§ **RECORDS FOR THE TASK**:
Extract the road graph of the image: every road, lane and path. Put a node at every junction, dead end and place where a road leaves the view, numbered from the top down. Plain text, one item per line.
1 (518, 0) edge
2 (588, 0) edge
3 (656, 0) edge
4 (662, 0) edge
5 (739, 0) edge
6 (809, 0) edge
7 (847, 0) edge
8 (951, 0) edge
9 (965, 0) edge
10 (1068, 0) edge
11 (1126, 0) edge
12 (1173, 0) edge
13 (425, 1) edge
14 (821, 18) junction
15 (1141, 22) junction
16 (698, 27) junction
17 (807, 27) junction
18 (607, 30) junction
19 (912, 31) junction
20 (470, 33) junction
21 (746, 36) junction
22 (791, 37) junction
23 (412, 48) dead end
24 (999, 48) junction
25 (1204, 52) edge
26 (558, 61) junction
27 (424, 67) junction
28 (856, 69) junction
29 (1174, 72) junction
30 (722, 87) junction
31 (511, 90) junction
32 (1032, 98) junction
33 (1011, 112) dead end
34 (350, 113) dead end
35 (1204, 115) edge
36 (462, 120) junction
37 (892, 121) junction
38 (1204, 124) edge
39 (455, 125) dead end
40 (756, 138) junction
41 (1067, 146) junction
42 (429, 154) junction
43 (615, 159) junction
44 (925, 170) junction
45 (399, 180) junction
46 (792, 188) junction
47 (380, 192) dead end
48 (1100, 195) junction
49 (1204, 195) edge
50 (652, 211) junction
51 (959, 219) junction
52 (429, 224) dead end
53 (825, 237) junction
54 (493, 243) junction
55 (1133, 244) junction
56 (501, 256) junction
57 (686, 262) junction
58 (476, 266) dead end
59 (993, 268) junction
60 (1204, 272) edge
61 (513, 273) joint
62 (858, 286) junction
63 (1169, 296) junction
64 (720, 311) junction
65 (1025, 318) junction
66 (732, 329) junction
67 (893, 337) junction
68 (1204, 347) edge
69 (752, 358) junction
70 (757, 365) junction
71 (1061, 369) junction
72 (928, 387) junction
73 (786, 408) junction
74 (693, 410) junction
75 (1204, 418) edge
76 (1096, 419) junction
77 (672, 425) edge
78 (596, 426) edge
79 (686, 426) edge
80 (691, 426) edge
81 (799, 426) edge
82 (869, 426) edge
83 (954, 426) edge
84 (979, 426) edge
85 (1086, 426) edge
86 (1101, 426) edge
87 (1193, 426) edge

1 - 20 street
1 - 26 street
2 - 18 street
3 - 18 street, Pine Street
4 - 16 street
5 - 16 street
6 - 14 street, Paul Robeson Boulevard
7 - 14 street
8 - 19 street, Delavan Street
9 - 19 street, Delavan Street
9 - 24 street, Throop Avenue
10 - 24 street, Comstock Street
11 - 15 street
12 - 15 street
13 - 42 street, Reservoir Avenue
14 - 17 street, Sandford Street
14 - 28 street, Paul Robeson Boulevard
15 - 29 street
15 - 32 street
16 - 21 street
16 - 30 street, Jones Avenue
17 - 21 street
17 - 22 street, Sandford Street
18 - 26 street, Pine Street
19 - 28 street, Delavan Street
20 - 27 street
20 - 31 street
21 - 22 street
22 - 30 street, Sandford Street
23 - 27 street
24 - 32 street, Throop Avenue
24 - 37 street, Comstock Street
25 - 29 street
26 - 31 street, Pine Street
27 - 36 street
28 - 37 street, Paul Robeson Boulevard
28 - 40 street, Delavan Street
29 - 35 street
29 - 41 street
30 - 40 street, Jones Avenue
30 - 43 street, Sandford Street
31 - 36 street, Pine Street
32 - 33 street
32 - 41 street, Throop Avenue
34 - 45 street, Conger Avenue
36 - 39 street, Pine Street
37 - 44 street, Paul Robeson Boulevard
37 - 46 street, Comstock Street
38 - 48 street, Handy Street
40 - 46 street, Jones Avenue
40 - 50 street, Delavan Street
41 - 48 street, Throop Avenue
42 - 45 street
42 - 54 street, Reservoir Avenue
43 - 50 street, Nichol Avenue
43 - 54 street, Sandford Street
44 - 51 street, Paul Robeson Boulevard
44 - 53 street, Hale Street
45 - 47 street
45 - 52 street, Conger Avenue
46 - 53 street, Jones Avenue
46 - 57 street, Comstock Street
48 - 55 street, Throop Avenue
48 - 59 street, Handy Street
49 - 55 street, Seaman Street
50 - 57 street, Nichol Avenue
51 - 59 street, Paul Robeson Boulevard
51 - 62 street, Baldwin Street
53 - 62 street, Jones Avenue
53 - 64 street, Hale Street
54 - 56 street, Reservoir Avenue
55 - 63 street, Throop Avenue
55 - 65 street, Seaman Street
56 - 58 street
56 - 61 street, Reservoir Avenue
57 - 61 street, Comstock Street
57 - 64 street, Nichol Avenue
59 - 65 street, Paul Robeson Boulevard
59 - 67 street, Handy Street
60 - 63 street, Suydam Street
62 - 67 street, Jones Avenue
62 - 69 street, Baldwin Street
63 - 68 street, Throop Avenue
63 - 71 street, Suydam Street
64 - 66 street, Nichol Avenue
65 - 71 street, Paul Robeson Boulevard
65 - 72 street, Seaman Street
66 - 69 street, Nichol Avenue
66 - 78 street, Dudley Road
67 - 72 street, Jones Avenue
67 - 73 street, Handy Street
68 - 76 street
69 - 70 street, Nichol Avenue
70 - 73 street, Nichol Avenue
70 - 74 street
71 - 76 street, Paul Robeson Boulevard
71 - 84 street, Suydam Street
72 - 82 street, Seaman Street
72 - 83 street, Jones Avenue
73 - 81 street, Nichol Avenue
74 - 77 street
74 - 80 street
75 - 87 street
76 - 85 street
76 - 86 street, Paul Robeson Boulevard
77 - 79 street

§ **ASSIGNED TASK**: Output the material above in full. Change nothing.

§ **COMPLETED EXERCISE**:
Extract the road graph of the image: every road, lane and path. Put a node at every junction, dead end and place where a road leaves the view, numbered from the top down. Plain text, one item per line.
1 (518, 0) edge
2 (588, 0) edge
3 (656, 0) edge
4 (662, 0) edge
5 (739, 0) edge
6 (809, 0) edge
7 (847, 0) edge
8 (951, 0) edge
9 (965, 0) edge
10 (1068, 0) edge
11 (1126, 0) edge
12 (1173, 0) edge
13 (425, 1) edge
14 (821, 18) junction
15 (1141, 22) junction
16 (698, 27) junction
17 (807, 27) junction
18 (607, 30) junction
19 (912, 31) junction
20 (470, 33) junction
21 (746, 36) junction
22 (791, 37) junction
23 (412, 48) dead end
24 (999, 48) junction
25 (1204, 52) edge
26 (558, 61) junction
27 (424, 67) junction
28 (856, 69) junction
29 (1174, 72) junction
30 (722, 87) junction
31 (511, 90) junction
32 (1032, 98) junction
33 (1011, 112) dead end
34 (350, 113) dead end
35 (1204, 115) edge
36 (462, 120) junction
37 (892, 121) junction
38 (1204, 124) edge
39 (455, 125) dead end
40 (756, 138) junction
41 (1067, 146) junction
42 (429, 154) junction
43 (615, 159) junction
44 (925, 170) junction
45 (399, 180) junction
46 (792, 188) junction
47 (380, 192) dead end
48 (1100, 195) junction
49 (1204, 195) edge
50 (652, 211) junction
51 (959, 219) junction
52 (429, 224) dead end
53 (825, 237) junction
54 (493, 243) junction
55 (1133, 244) junction
56 (501, 256) junction
57 (686, 262) junction
58 (476, 266) dead end
59 (993, 268) junction
60 (1204, 272) edge
61 (513, 273) joint
62 (858, 286) junction
63 (1169, 296) junction
64 (720, 311) junction
65 (1025, 318) junction
66 (732, 329) junction
67 (893, 337) junction
68 (1204, 347) edge
69 (752, 358) junction
70 (757, 365) junction
71 (1061, 369) junction
72 (928, 387) junction
73 (786, 408) junction
74 (693, 410) junction
75 (1204, 418) edge
76 (1096, 419) junction
77 (672, 425) edge
78 (596, 426) edge
79 (686, 426) edge
80 (691, 426) edge
81 (799, 426) edge
82 (869, 426) edge
83 (954, 426) edge
84 (979, 426) edge
85 (1086, 426) edge
86 (1101, 426) edge
87 (1193, 426) edge

1 - 20 street
1 - 26 street
2 - 18 street
3 - 18 street, Pine Street
4 - 16 street
5 - 16 street
6 - 14 street, Paul Robeson Boulevard
7 - 14 street
8 - 19 street, Delavan Street
9 - 19 street, Delavan Street
9 - 24 street, Throop Avenue
10 - 24 street, Comstock Street
11 - 15 street
12 - 15 street
13 - 42 street, Reservoir Avenue
14 - 17 street, Sandford Street
14 - 28 street, Paul Robeson Boulevard
15 - 29 street
15 - 32 street
16 - 21 street
16 - 30 street, Jones Avenue
17 - 21 street
17 - 22 street, Sandford Street
18 - 26 street, Pine Street
19 - 28 street, Delavan Street
20 - 27 street
20 - 31 street
21 - 22 street
22 - 30 street, Sandford Street
23 - 27 street
24 - 32 street, Throop Avenue
24 - 37 street, Comstock Street
25 - 29 street
26 - 31 street, Pine Street
27 - 36 street
28 - 37 street, Paul Robeson Boulevard
28 - 40 street, Delavan Street
29 - 35 street
29 - 41 street
30 - 40 street, Jones Avenue
30 - 43 street, Sandford Street
31 - 36 street, Pine Street
32 - 33 street
32 - 41 street, Throop Avenue
34 - 45 street, Conger Avenue
36 - 39 street, Pine Street
37 - 44 street, Paul Robeson Boulevard
37 - 46 street, Comstock Street
38 - 48 street, Handy Street
40 - 46 street, Jones Avenue
40 - 50 street, Delavan Street
41 - 48 street, Throop Avenue
42 - 45 street
42 - 54 street, Reservoir Avenue
43 - 50 street, Nichol Avenue
43 - 54 street, Sandford Street
44 - 51 street, Paul Robeson Boulevard
44 - 53 street, Hale Street
45 - 47 street
45 - 52 street, Conger Avenue
46 - 53 street, Jones Avenue
46 - 57 street, Comstock Street
48 - 55 street, Throop Avenue
48 - 59 street, Handy Street
49 - 55 street, Seaman Street
50 - 57 street, Nichol Avenue
51 - 59 street, Paul Robeson Boulevard
51 - 62 street, Baldwin Street
53 - 62 street, Jones Avenue
53 - 64 street, Hale Street
54 - 56 street, Reservoir Avenue
55 - 63 street, Throop Avenue
55 - 65 street, Seaman Street
56 - 58 street
56 - 61 street, Reservoir Avenue
57 - 61 street, Comstock Street
57 - 64 street, Nichol Avenue
59 - 65 street, Paul Robeson Boulevard
59 - 67 street, Handy Street
60 - 63 street, Suydam Street
62 - 67 street, Jones Avenue
62 - 69 street, Baldwin Street
63 - 68 street, Throop Avenue
63 - 71 street, Suydam Street
64 - 66 street, Nichol Avenue
65 - 71 street, Paul Robeson Boulevard
65 - 72 street, Seaman Street
66 - 69 street, Nichol Avenue
66 - 78 street, Dudley Road
67 - 72 street, Jones Avenue
67 - 73 street, Handy Street
68 - 76 street
69 - 70 street, Nichol Avenue
70 - 73 street, Nichol Avenue
70 - 74 street
71 - 76 street, Paul Robeson Boulevard
71 - 84 street, Suydam Street
72 - 82 street, Seaman Street
72 - 83 street, Jones Avenue
73 - 81 street, Nichol Avenue
74 - 77 street
74 - 80 street
75 - 87 street
76 - 85 street
76 - 86 street, Paul Robeson Boulevard
77 - 79 street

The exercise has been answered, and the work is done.